Ye Rui, Yang Honghao, Li Shiwen, Ji Chao, Chen Liangkai, Zhao Yuhong, Zhao Li, Xia Yang
Department of Pulmonary and Critical Care Medicine, Shengjing Hospital of China Medical University, No. 36, San Hao Street, Shenyang, Liaoning, 110004, China.
Liaoning Key Laboratory of Precision Medical Research on Major Chronic Disease, Shengjing Hospital of China Medical University, Shenyang, China.
Eur J Prev Cardiol. 2025 Jan 6;32(1):65-74. doi: 10.1093/eurjpc/zwae273.
The association between physical activity and venous thromboembolism (VTE) remains unclear. Therefore, we investigated the prospective dose-response associations between accelerometer-measured intensity-specific physical activity and new-onset VTE, accounting for genetic risk.
In total, 85 116 participants from the UK Biobank were included. Incident VTE was identified via linked hospital records and death registries. A weighted polygenic risk score (PRS) was used to quantify genetic risk for VTE, with higher values indicating a high genetic risk. Cox proportional hazard models were used to calculate the hazard ratios (HRs) and 95% confidence intervals (95% CIs) of the associations. Overall, 1182 incident VTE cases were documented during a median follow-up of 6.18 years. In the overall study population, the participants in the highest level of the total volume of physical activity [0.60 (0.45, 0.79)], moderate-to-vigorous-intensity physical activity [0.66 (0.51, 0.86)], and light-intensity physical activity [0.66 (0.51, 0.85)] had lower adjusted HRs (95% CIs) for VTE than those of participants in the lowest level. Both the total volumes of physical activity and light-intensity physical activity were negatively associated with VTE risk in participants with low, intermediate, and high PRS. However, moderate-to-vigorous-intensity physical activity was only protective against VTE in participants with low and intermediate PRS, with a significant interaction (P for interaction = 0.02).

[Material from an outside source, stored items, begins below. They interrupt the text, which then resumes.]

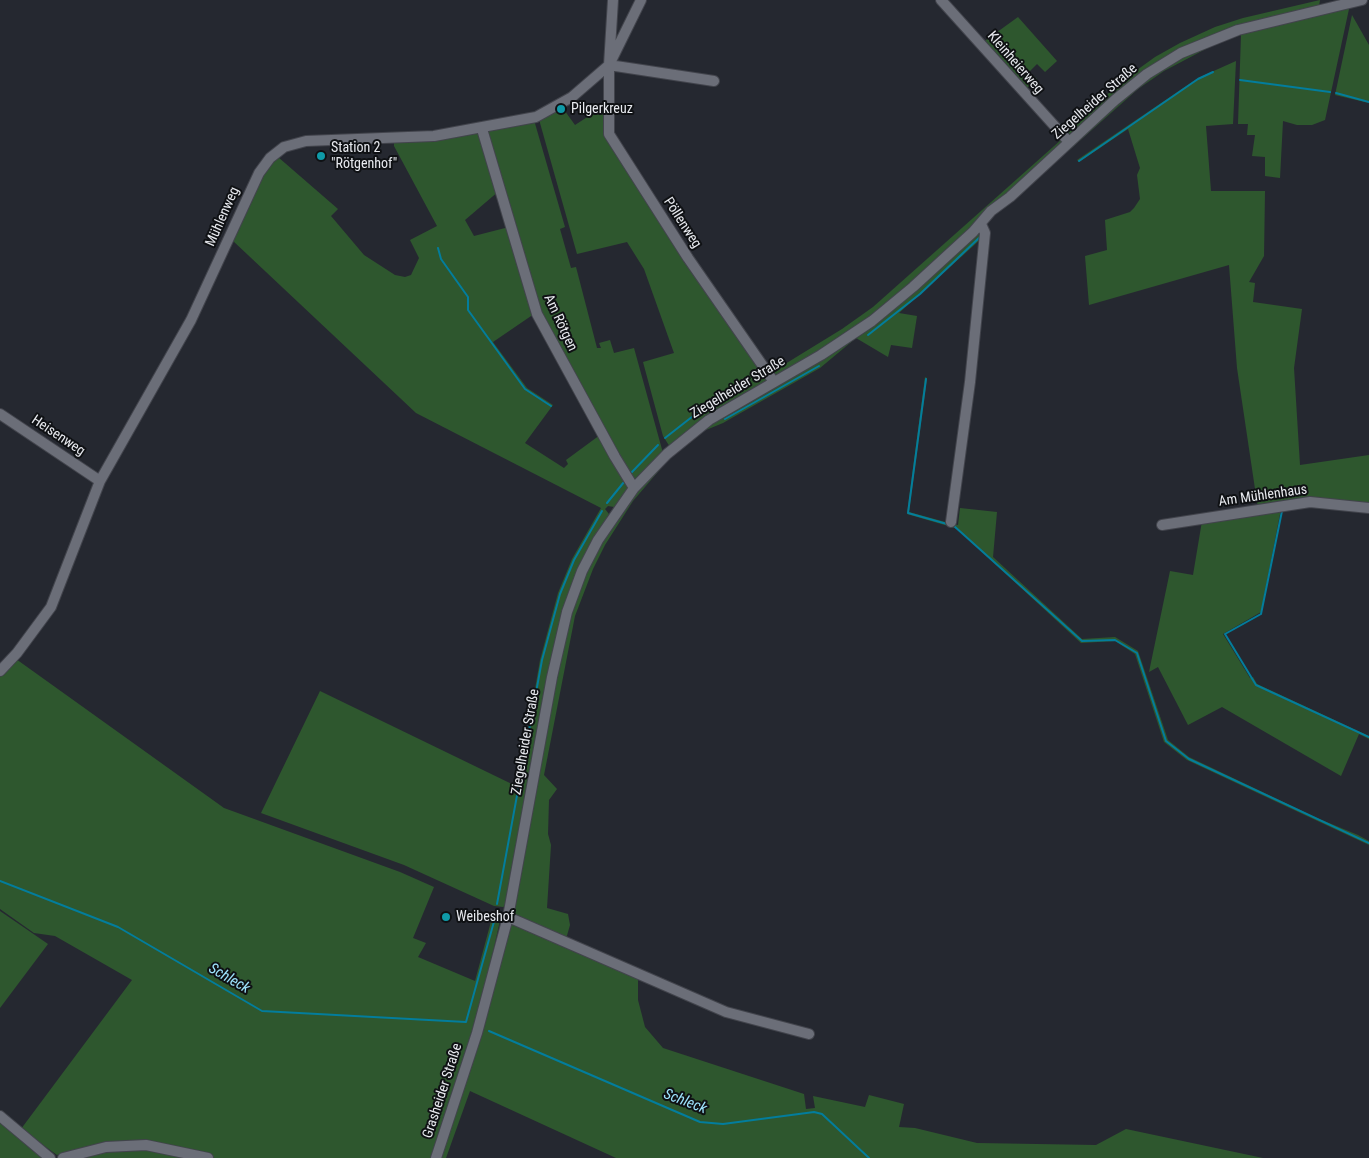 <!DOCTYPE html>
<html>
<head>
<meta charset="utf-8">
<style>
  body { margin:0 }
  canvas { display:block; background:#252830 }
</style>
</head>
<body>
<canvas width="1369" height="1158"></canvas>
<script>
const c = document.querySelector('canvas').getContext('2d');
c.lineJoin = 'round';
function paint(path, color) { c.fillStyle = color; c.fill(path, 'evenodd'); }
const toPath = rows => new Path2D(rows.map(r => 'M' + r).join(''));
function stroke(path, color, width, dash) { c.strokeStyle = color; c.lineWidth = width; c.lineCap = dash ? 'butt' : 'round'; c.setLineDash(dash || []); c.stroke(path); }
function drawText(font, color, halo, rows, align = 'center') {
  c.font = font + ' "Roboto Condensed",sans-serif'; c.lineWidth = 4; c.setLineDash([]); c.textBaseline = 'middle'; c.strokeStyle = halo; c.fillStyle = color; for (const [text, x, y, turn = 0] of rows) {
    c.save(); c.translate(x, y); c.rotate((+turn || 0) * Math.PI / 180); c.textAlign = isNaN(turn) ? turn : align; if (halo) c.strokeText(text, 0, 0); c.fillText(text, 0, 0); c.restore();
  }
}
paint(toPath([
  [1320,0,1319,6,1188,46,1071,137,1065,136,1119,83,1155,57,1180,43,1215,27,1243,18],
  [1344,7,1349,9,1325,120,1312,125,1297,125,1283,121,1280,178,1265,176,1265,157,1252,156,1255,135,1247,135,1248,124,1238,124,1241,35,1219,42,1164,71,1138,89,1067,152,1065,150,1138,85,1188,53,1242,32],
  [1352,15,1369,45,1369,103,1335,95],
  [1018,17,1057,61,1045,72,1037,64,1029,72,1037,79,1024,91,982,43],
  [1236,61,1233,124,1206,126,1211,191,1265,191,1264,256,1249,282,1255,283,1253,302,1302,309,1294,368,1300,465,1369,455,1369,506,1310,500,1258,509,1237,368,1229,265,1089,305,1085,256,1107,250,1105,220,1130,212,1134,208,1140,199,1137,175,1140,168,1128,129,1079,162,1077,160,1198,78],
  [606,105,604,135,766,375,766,381,670,447,663,436,643,362,674,353,644,269,627,242,577,254,540,123,540,119,562,107,575,125],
  [534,120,565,227,560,229,571,268,576,267,597,348,601,348,599,343,610,340,614,353,634,348,663,453,636,481,630,478,540,316,487,131],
  [479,133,499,191,465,220,474,236,509,227,534,314,493,342,527,388,553,405,525,443,564,468,568,464,566,460,600,435,630,488,614,507,608,506,605,509,609,514,582,565,507,905,503,907,494,906,404,865,261,813,320,691,518,787,540,660,558,593,572,559,601,508,416,413,232,240,262,174,278,157,338,209,331,216,364,255,395,275,405,277,411,275,419,258,410,240,437,226,394,146,394,141,440,139],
  [1062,139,1063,144,900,294,852,330,777,376,772,372,842,329,873,307],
  [980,230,982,238,899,313,917,316,912,348,891,345,888,357,856,338,820,368,723,423,706,430,707,426,809,365],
  [925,377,927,378,909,512,949,523,948,526,907,514],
  [674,453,633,501,605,545,593,569,575,616,544,775,557,789,549,800,548,834,551,845,547,908,568,914,570,925,566,939,515,916,512,909,565,636,572,606,602,539,631,498],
  [960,508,997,512,993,557,1082,639,1115,637,1138,651,1168,740,1189,757,1317,818,1358,835,1369,841,1369,845,1187,760,1164,742,1135,654,1115,641,1081,643,957,529,952,527,953,524,958,525],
  [1281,509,1261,612,1223,634,1250,678,1253,677,1257,684,1369,736,1369,739,1359,734,1341,776,1222,707,1188,725,1158,667,1149,672,1170,571,1193,575,1202,521],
  [16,659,224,808,400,872,434,887,413,938,426,943,418,957,475,981,493,914,501,916,480,1010,433,1158,214,1158,193,1151,83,1148,57,1155,21,1129,132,980,55,936,34,933,0,909,0,675],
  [0,911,48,944,0,1008],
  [512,924,638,978,638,1000,645,1027,663,1048,804,1094,806,1109,815,1108,813,1096,865,1107,869,1095,904,1104,899,1127,915,1128,977,1143,1096,1145,1126,1129,1263,1158,616,1158,470,1091,446,1158,439,1158,508,929],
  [0,1121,44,1158,0,1158],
  [113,1149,147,1149,193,1158,72,1158]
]), '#2e572e');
stroke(toPath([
  [1240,80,1330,92],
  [1336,93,1369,102],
  [1079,161,1198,79,1213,72],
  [438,248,441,259,468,297,468,310,525,389,551,406],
  [868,335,920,294,980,237],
  [926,379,908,513,947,524],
  [725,419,819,366],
  [665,438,702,409],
  [630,474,658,445],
  [607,503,624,482],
  [1282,511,1261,614,1225,634,1256,685,1369,737],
  [954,526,1082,641,1115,640,1137,653,1166,741,1189,759,1369,843],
  [0,881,118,927,262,1011,466,1022,495,918],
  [497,904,542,660,560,594,574,560,602,511],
  [489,1031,700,1122,723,1124,814,1112,822,1114,869,1158]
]), '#037d9c', 2);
const minor = toPath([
  [613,0,609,65,609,134,688,258,774,382],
  [941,0,1069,142],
  [609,65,714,81],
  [482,129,537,314,615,457,634,488],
  [0,414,100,481],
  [951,522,970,382,985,233,981,224],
  [1162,525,1310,502,1369,508],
  [0,671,17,653,51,607,100,481,191,320,259,173,270,158,284,147,306,141,434,136,536,117,572,97,609,65,641,0],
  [508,917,726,1012,809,1034],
  [0,1116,50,1158],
  [63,1158,106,1147,146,1145,208,1158],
  [436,1158,477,1033,508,917,552,677,567,612,582,571,598,540,634,488,667,454,709,420,821,355,872,321,913,287,973,232,991,211,1010,197,1115,100,1147,74,1181,53,1238,30,1362,0]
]);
stroke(minor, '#42444c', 12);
stroke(minor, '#6b6e78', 10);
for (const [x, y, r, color] of [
  [561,109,5,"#0f9aa8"],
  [321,156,5,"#0f9aa8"],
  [446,917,5,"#0f9aa8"]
]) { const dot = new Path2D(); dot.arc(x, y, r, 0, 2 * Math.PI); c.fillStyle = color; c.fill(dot); stroke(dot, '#0f1114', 2); }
drawText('14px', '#e8eaef', '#0f1114', [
  ["Kleinheierweg",1015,63,49],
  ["Ziegelheider Straße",1095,102,-41],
  ["Mühlenweg",223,217,-66],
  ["Pöllenweg",682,223,57],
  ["Am Rötgen",560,323,65],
  ["Ziegelheider Straße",738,388,-31],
  ["Heisenweg",58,436,34],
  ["Am Mühlenhaus",1263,496,-8],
  ["Ziegelheider Straße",526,742,-80],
  ["Grasheider Straße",443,1091,-72]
]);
drawText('14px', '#e8eaef', '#0f1114', [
  ["Pilgerkreuz",571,109],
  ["Station 2",331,148],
  ["\"Rötgenhof\"",331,164],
  ["Weibeshof",456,917]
], 'left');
drawText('italic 15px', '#9ee4fe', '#0f1114', [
  ["Schleck",229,979,30],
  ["Schleck",685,1102,21]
]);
</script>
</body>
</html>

Higher levels of physical activity of any intensity were associated with a lower risk of new-onset VTE. However, the negative association between moderate-to-vigorous-intensity physical activity and new-onset VTE was significant only in participants with low and intermediate genetic predispositions to VTE.

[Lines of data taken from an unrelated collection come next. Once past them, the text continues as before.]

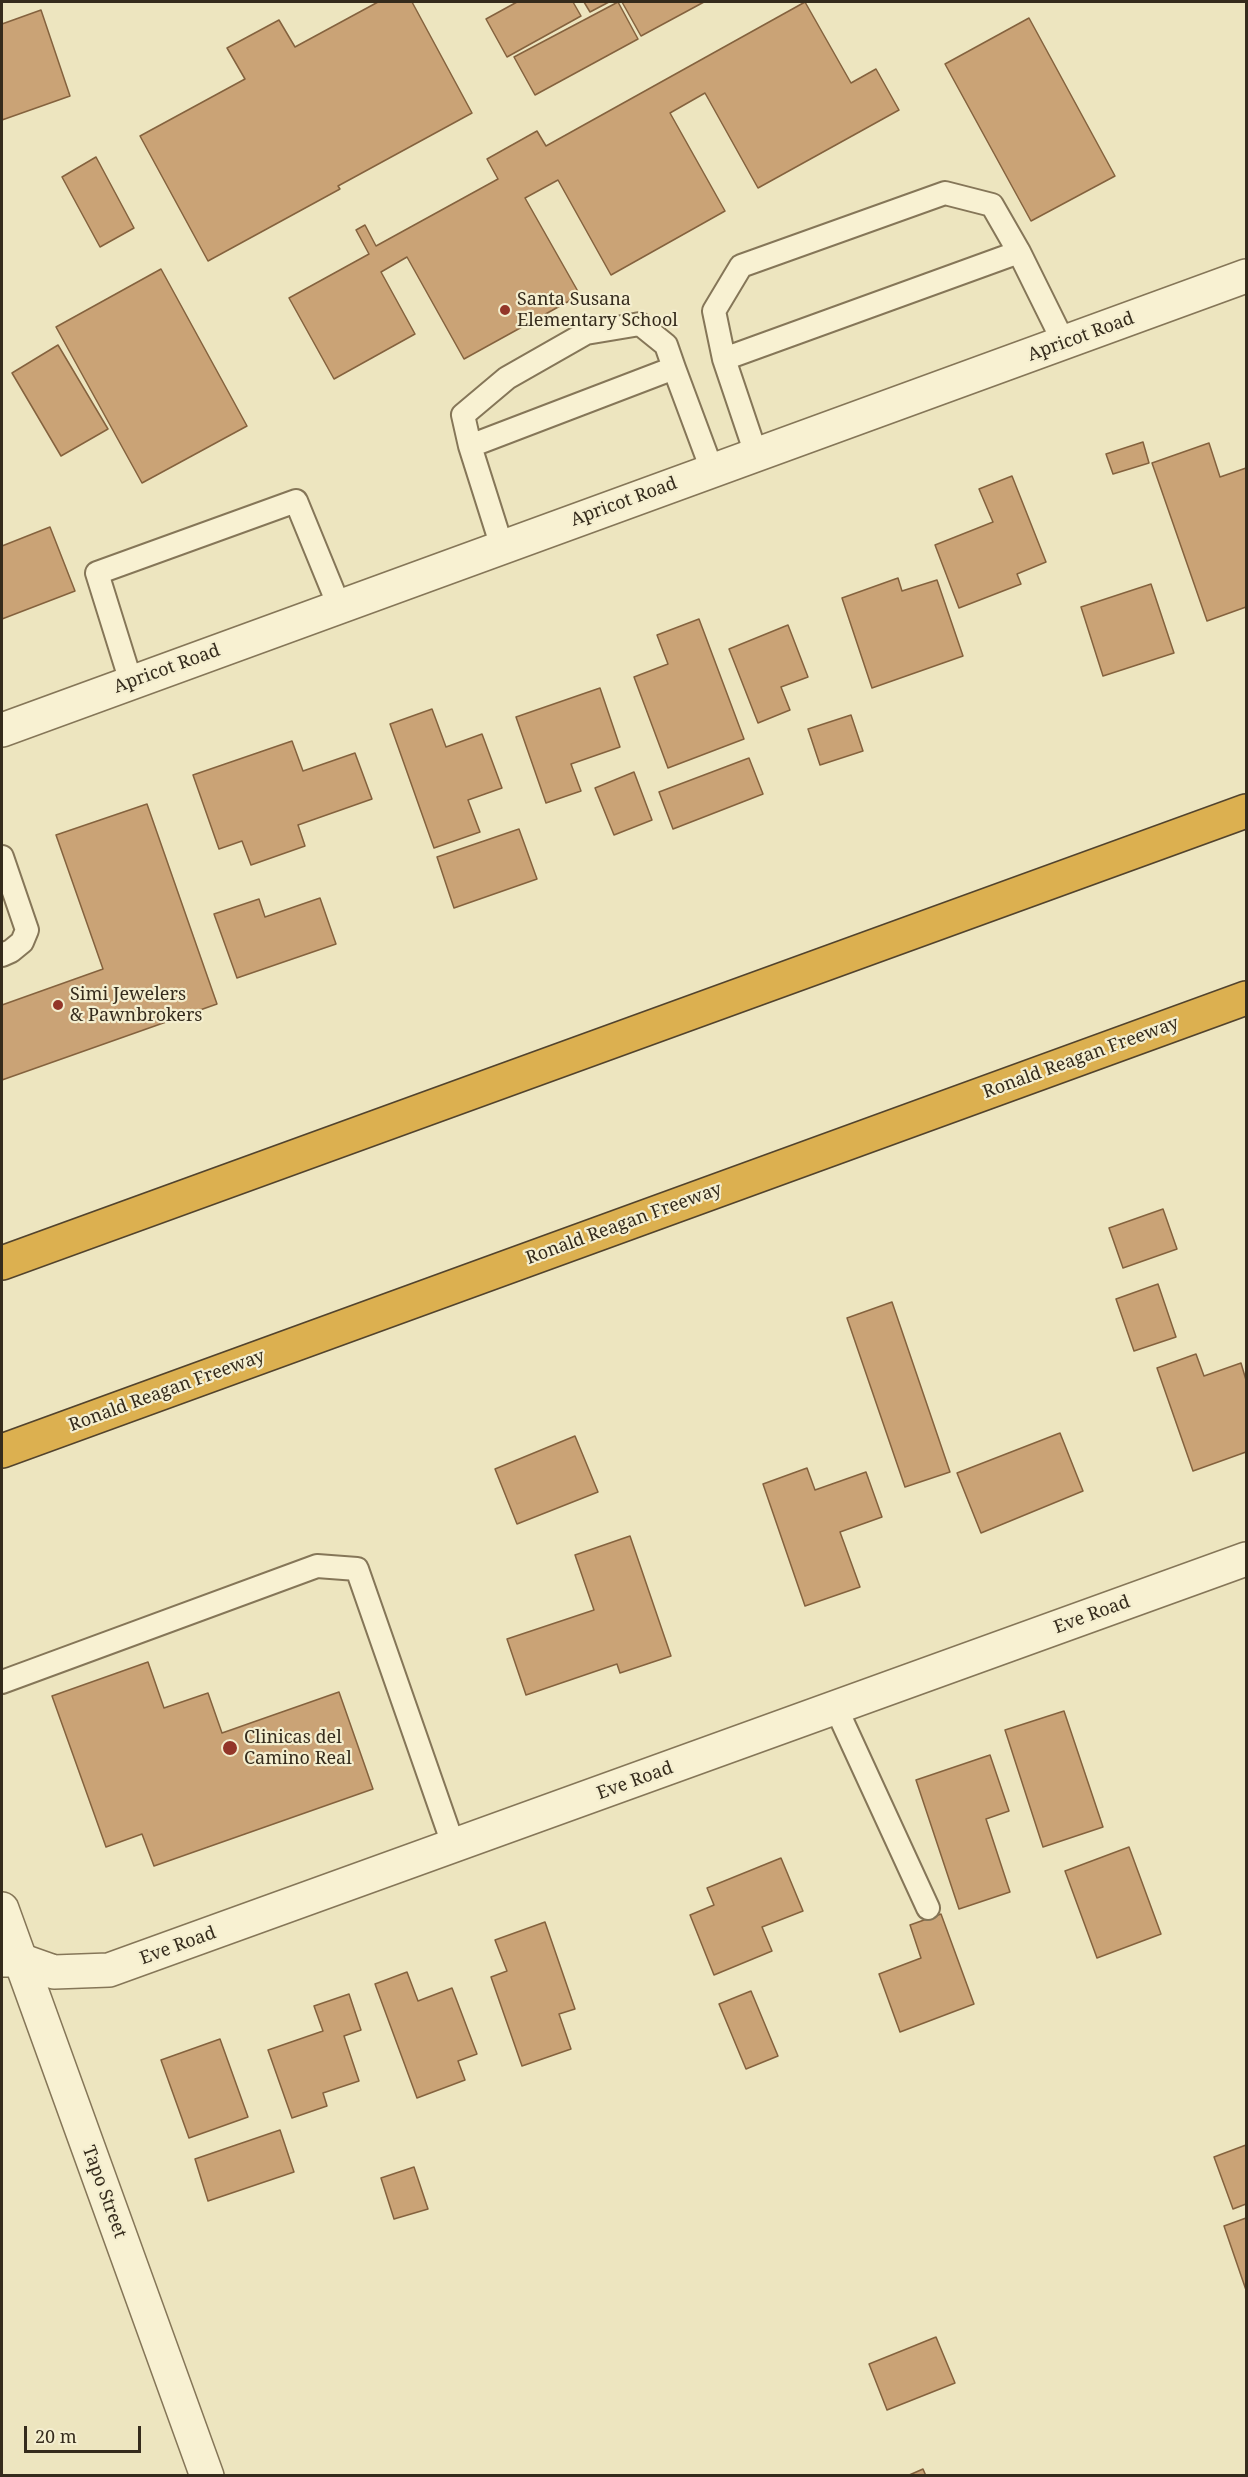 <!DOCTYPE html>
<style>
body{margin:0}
#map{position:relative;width:1248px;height:2477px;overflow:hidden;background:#ede5bf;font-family:"Noto Serif",serif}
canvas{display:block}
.frame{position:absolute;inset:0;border:3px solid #352b1c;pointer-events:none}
.scale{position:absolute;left:24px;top:2426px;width:117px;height:27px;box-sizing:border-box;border:3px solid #352b1c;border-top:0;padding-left:8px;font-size:18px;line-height:21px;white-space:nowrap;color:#352b1c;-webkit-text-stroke:4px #f4eecf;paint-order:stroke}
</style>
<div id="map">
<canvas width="1248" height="2477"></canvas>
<div class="frame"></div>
<div class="scale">20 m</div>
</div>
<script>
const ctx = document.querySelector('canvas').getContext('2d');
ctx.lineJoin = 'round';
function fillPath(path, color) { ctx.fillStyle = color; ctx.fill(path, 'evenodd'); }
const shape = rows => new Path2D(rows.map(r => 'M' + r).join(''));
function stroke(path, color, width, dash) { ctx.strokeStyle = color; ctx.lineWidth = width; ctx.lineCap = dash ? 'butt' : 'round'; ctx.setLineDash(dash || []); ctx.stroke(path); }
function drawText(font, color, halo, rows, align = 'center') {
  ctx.font = font + ' "Noto Serif",serif'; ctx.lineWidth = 4.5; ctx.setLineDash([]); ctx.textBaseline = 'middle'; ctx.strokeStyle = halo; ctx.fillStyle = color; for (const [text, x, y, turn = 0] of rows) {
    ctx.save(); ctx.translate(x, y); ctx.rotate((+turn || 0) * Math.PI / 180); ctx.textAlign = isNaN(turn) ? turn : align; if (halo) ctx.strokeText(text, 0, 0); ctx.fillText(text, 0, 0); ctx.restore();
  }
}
const building = shape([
 [378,2,412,2,472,113,338,186,340,189,208,261,140,136,245,79,227,48,279,20,295,47,378,2],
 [517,2,573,2,581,16,507,57,486,19,517,2],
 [584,2,609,2,590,12,584,2],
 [618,2,638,39,535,95,514,57,618,2],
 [622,2,704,2,641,36,622,2],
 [805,2,851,83,876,69,899,110,758,188,705,93,670,113,725,211,611,275,558,180,525,198,580,295,464,359,407,257,381,272,415,334,334,379,289,298,369,254,356,230,365,225,376,246,498,179,487,159,537,131,546,146,805,2],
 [41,10,70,96,2,120,2,24,41,10],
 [1029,18,1115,176,1031,221,945,64,1029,18],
 [96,157,134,228,100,247,62,177,96,157],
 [161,269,247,426,142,483,56,327,161,269],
 [58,345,108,429,61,456,12,373,58,345],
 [1143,442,1149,463,1113,474,1106,454,1143,442],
 [1209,443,1220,477,1246,468,1246,607,1207,621,1152,463,1209,443],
 [1012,476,1046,562,1017,574,1021,584,959,608,935,545,993,522,979,489,1012,476],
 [50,527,75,591,2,619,2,546,50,527],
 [898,578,902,591,937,580,963,656,872,688,842,598,898,578],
 [1151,584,1174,653,1103,676,1081,607,1151,584],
 [699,619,744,739,668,768,634,677,668,664,657,635,699,619],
 [788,625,808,677,781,687,790,710,758,723,729,649,788,625],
 [600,688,620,747,571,764,581,791,546,803,516,717,600,688],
 [432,709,446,747,482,734,502,788,468,800,480,832,434,848,390,724,432,709],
 [851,715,863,751,820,765,808,729,851,715],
 [292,741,303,771,355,753,372,799,298,825,305,846,251,865,242,841,219,849,193,775,292,741],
 [749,758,763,794,673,829,659,792,749,758],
 [634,772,652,820,614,835,595,788,634,772],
 [147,804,217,1004,2,1080,2,1005,103,969,56,835,147,804],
 [519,829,537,879,454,908,437,857,519,829],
 [320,898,336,944,237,978,214,914,259,899,265,917,320,898],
 [1163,1209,1177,1249,1123,1268,1109,1228,1163,1209],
 [1158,1284,1176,1337,1134,1351,1116,1299,1158,1284],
 [892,1302,950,1472,905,1487,847,1318,892,1302],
 [1196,1354,1204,1376,1241,1363,1246,1380,1246,1452,1193,1471,1157,1368,1196,1354],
 [1060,1433,1083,1491,981,1533,957,1473,1060,1433],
 [575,1436,598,1492,517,1524,495,1469,575,1436],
 [807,1468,815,1490,866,1472,882,1517,840,1532,860,1587,805,1606,763,1484,807,1468],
 [630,1536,671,1656,620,1673,617,1664,526,1695,507,1639,594,1610,575,1555,630,1536],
 [148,1662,164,1708,208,1693,222,1733,339,1692,373,1789,154,1866,142,1834,106,1847,52,1696,148,1662],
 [1064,1711,1103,1827,1043,1847,1005,1730,1064,1711],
 [990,1755,1009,1811,986,1819,1010,1892,959,1909,916,1780,990,1755],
 [1129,1847,1161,1934,1097,1958,1065,1871,1129,1847],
 [781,1858,803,1911,762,1927,772,1951,714,1975,690,1915,714,1905,707,1888,781,1858],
 [941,1914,974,2004,900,2032,879,1974,921,1958,910,1925,941,1914],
 [545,1922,575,2009,559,2014,571,2049,522,2066,491,1977,507,1971,495,1940,545,1922],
 [407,1972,418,2001,452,1988,477,2054,458,2061,465,2080,417,2098,375,1984,407,1972],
 [751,1991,778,2056,746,2069,719,2004,751,1991],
 [349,1994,361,2030,344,2036,359,2081,323,2093,327,2106,292,2118,268,2050,323,2031,314,2006,349,1994],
 [220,2039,248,2117,189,2138,161,2060,220,2039],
 [280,2130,294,2172,208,2201,195,2159,280,2130],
 [1246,2145,1246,2204,1233,2209,1214,2157,1246,2145],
 [414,2167,428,2209,394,2219,381,2178,414,2167],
 [1246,2218,1246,2290,1224,2226,1246,2218],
 [936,2337,955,2383,887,2410,869,2364,936,2337],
 [923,2469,926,2476,907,2476,923,2469]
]);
fillPath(building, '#caa376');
stroke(building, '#84623e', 1.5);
const service = shape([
 [724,359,1019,252],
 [470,446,463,415,507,378,586,333,640,324,666,345,674,368],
 [756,454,724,359,714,311,741,266,945,193,992,205,1019,252,1064,343],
 [502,547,470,446,674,368,712,470],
 [131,682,97,573,296,501,339,606],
 [2,857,27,930,22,942,11,951,2,955],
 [2,1682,317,1566,357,1569,454,1847],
 [836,1708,928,1908]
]);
const minor = shape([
 [2,730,1246,276],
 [2,1960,20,1960,54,1972,109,1970,1246,1559]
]);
const tertiary = shape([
 [2,1909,207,2476]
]);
const motorway = shape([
 [2,1263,1246,811],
 [2,1451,1246,998]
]);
stroke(service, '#857658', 26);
stroke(minor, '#857658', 36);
stroke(tertiary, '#857658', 36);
stroke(motorway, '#52432d', 36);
stroke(service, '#f8f1d2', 22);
stroke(minor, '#f8f1d2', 33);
stroke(tertiary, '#f8f1d2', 33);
stroke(motorway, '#dcb050', 33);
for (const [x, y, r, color] of [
 [505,310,6,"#933629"],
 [58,1005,6,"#933629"],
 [230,1748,8,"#933629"]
]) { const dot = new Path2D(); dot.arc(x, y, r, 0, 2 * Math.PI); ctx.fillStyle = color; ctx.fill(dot); stroke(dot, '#f4eecf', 2); }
drawText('18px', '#352b1c', '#f4eecf', [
 ["Santa Susana",517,300],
 ["Elementary School",517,321],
 ["Simi Jewelers",70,995],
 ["& Pawnbrokers",70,1016],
 ["Clinicas del",244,1738],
 ["Camino Real",244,1759]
], 'left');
drawText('18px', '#352b1c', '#f4eecf', [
 ["Apricot Road",1081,337,-20],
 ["Apricot Road",624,502,-20],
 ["Apricot Road",167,669,-20],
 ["Ronald Reagan Freeway",1081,1058,-20],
 ["Ronald Reagan Freeway",624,1224,-20],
 ["Ronald Reagan Freeway",167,1391,-20],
 ["Eve Road",1092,1615,-20],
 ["Eve Road",635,1781,-20],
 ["Eve Road",178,1946,-20],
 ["Tapo Street",104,2192,70]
]);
</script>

体力活动与静脉血栓栓塞症(VTE)之间的关联仍不明确。因此,我们调查了通过加速度计测量的特定强度体力活动与新发VTE之间的前瞻性剂量反应关联,并考虑了遗传风险。
总共纳入了英国生物银行的85116名参与者。通过关联的医院记录和死亡登记确定新发VTE。使用加权多基因风险评分(PRS)来量化VTE的遗传风险,分数越高表明遗传风险越高。使用Cox比例风险模型计算关联的风险比(HRs)和95%置信区间(95% CIs)。总体而言,在中位随访6.18年期间记录了1182例新发VTE病例。在整个研究人群中,体力活动总量[0.60(0.45,0.79)]、中等到高强度体力活动[0.66(0.51,0.86)]和低强度体力活动[0.66(0.51,0.85)]最高水平的参与者,其VTE的调整后HRs(95% CIs)低于最低水平的参与者。体力活动总量和低强度体力活动与低、中、高PRS参与者的VTE风险均呈负相关。然而,中等到高强度体力活动仅对低和中PRS的参与者有预防VTE的作用,存在显著的交互作用(交互作用P = 0.02)。
任何强度的较高水平体力活动都与较低的新发VTE风险相关。然而,中等到高强度体力活动与新发VTE之间的负相关仅在VTE遗传易感性低和中等的参与者中显著。